24 de Dezembro, 2016

VASCO PULIDO VALENTE   24.12.16   OBSERVADOR

O Natal da classe média por volta de 1950

Os Correia Guedes

O meu avô Correia Guedes tinha sete filhos, 18 netos, um genro e seis noras. Na noite de 24 para 25 de Dezembro, a minha avó (já viúva) reunia esta gente toda em casa dela na Av. da Liberdade: uma casa enorme, onde não faltava espaço e a mesa de oito metros com tampo de mármore e pés dourados lembrava ainda melhores tempos. Mas valia a pena. Era aquela a ocasião de ver primos, tios, parentes, que nunca se viam, de saber da vida de cada um, de armar uma intriga ou outra e, principalmente, de sentir que fazíamos parte de uma grande família. A confusão era enorme, a comida e os vinhos não acabavam mais. Os doces, quase sempre trazidos por vagas relações de segundo ou terceiro grau, também não. Naquela família de “direita” ninguém ia à missa, nem se faziam discursos. Quanto muito, no fim de festa, o meu tio Manuel, em nome do patriarca ausente, subia para uma cadeira e bebia à saúde e prosperidade do rebanho. Não se davam presentes, talvez por causa do número de crianças (uma boa desculpa) ou mais provavelmente por causa das circunstâncias da família, que, fora quatro ou cinco privilegiados, não eram boas. A minha avó, que vivia como no fim do século XIX, com dama de companhia e três criadas, gastava com energia as sobras de uma herança longínqua e aos meus tios faltava o talento do pai para negócios. Apesar disso, do ar de palpável decadência e de uma certa melancolia, o Natal reconfortava as ruínas daquela família. Mal ou bem tinham conseguido sobreviver sem desastres de maior e até, de longe em longe, com um ocasional sucesso. Bem vestidos, bem comidos, com a descendência à volta, o Natal, para eles, era um afirmação.

Os Pulidos

O Natal dos Pulidos começava em Novembro com a compra de presentes: um trabalho difícil que exigia muita astúcia e diplomacia. Era preciso ir ao encontro do que as pessoas realmente queriam ou desejavam (o que exigia um ouvido alerta e muita dissimulada troca de informação). E era preciso “equilibrar” as coisas, ou seja, não dar a ninguém (tanto a adultos, como a crianças) presentes que revelassem uma preferência inoportuna ou fossem por si mesmos uma injustiça notória. Até ao último minuto a espionagem (o que é que A tem para B?) e os cálculos não paravam.

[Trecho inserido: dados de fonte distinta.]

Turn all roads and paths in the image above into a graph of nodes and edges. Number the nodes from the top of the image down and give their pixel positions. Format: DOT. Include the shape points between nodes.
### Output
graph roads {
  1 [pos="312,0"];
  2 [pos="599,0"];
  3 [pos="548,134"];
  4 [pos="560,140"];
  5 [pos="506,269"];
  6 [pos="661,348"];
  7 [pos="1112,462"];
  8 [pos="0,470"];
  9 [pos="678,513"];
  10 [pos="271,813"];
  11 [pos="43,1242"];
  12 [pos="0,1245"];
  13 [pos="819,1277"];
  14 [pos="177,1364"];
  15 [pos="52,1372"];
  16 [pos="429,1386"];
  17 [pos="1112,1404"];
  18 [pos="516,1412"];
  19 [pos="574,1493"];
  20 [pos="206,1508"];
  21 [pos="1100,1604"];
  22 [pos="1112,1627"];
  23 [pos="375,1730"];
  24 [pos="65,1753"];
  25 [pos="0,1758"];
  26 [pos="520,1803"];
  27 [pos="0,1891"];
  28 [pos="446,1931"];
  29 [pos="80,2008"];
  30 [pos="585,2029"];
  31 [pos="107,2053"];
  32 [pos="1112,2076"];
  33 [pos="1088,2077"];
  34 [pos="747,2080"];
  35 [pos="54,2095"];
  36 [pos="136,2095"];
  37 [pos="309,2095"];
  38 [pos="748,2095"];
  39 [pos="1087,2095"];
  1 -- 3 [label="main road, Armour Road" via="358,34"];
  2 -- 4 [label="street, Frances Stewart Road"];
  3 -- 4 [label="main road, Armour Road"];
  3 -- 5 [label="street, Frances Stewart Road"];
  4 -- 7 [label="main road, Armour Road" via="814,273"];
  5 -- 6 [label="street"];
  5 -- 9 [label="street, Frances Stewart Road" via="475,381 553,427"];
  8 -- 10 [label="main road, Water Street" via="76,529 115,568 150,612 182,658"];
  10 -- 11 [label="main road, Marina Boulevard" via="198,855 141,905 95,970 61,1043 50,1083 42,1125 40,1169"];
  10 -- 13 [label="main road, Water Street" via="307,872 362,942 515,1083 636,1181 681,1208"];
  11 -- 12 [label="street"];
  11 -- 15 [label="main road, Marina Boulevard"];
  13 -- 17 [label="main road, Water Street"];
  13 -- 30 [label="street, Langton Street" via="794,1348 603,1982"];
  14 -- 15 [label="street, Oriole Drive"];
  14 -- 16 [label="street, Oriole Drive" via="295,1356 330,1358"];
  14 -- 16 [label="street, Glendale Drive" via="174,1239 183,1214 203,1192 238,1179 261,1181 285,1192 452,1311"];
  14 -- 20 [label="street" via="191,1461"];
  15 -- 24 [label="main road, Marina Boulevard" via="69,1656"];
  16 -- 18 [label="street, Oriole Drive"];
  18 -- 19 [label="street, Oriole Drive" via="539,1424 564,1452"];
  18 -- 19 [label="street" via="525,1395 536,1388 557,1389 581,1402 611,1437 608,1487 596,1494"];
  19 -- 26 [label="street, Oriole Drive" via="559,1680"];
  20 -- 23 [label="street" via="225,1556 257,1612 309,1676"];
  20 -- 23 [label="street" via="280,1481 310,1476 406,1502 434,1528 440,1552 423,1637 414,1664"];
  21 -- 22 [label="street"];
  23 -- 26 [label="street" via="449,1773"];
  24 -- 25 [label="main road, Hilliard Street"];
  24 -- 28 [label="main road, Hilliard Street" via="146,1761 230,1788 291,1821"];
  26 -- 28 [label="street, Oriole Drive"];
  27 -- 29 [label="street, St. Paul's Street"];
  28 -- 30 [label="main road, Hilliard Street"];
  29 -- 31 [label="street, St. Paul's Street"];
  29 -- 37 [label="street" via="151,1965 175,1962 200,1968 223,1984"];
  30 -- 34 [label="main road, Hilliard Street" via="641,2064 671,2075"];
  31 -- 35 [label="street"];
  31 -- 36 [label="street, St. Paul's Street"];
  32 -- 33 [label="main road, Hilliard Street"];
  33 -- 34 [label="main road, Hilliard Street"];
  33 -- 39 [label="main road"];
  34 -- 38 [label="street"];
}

Os Pulidos eram um clã, como não eram os Correia Guedes, com um patriarca vivo, o meu avô Francisco Pulido Valente, que – para tornar o quadro perfeito – fazia anos no dia 25 de Dezembro. A não ser pelas decorações, que evidentemente não incluíam um presépio, o Natal não se distinguia bem dessa data sagrada, numa família ateia e anticlerical.
Os festejos culminavam, de resto, num almoço em casa do meu avô, com uma certa solenidade. Toda a gente se vestia de cerimónia e toda a gente tinha um lugar à mesa. A conversa, como sempre sucedia nessa doce família, depressa degenerava em discussão, com cada um a querer mostrar inteligência e saber ao patriarca, que intervinha pouco e gozava o espectáculo com orgulho. As senhoras de maneira geral não abriam o bico, porque o meu avô não deixara ainda o século XIX. Aos genros, sendo médicos, era permitida uma ou outra palavra. Ao meu pai, engenheiro químico, ninguém concedia qualquer espécie de autoridade.
Depois do almoço e do champagne, o meu avô passava para a sala para receber as saudações de fora: antigos “discípulos”, como se dizia na época, vinham cumprimentar o “Mestre”; amigos famosos prestar a sua indispensável homenagem; e alguns revolucionários do “5 de Outubro” lamentar com o velho camarada a ditadura de Salazar. Às sete da tarde, acabava a função.

O Natal da classe média em 2016

Hoje o mundo mudou. A família alargada quase já não existe. Ninguém se atreve a ter sete ou oito filhos. Num T2, num T3 ou até num T4, o espaço não chega para uma grande festa, o Natal ou outra. Felizmente para elas, as criadas desapareceram. Era melhor antigamente? Não acho.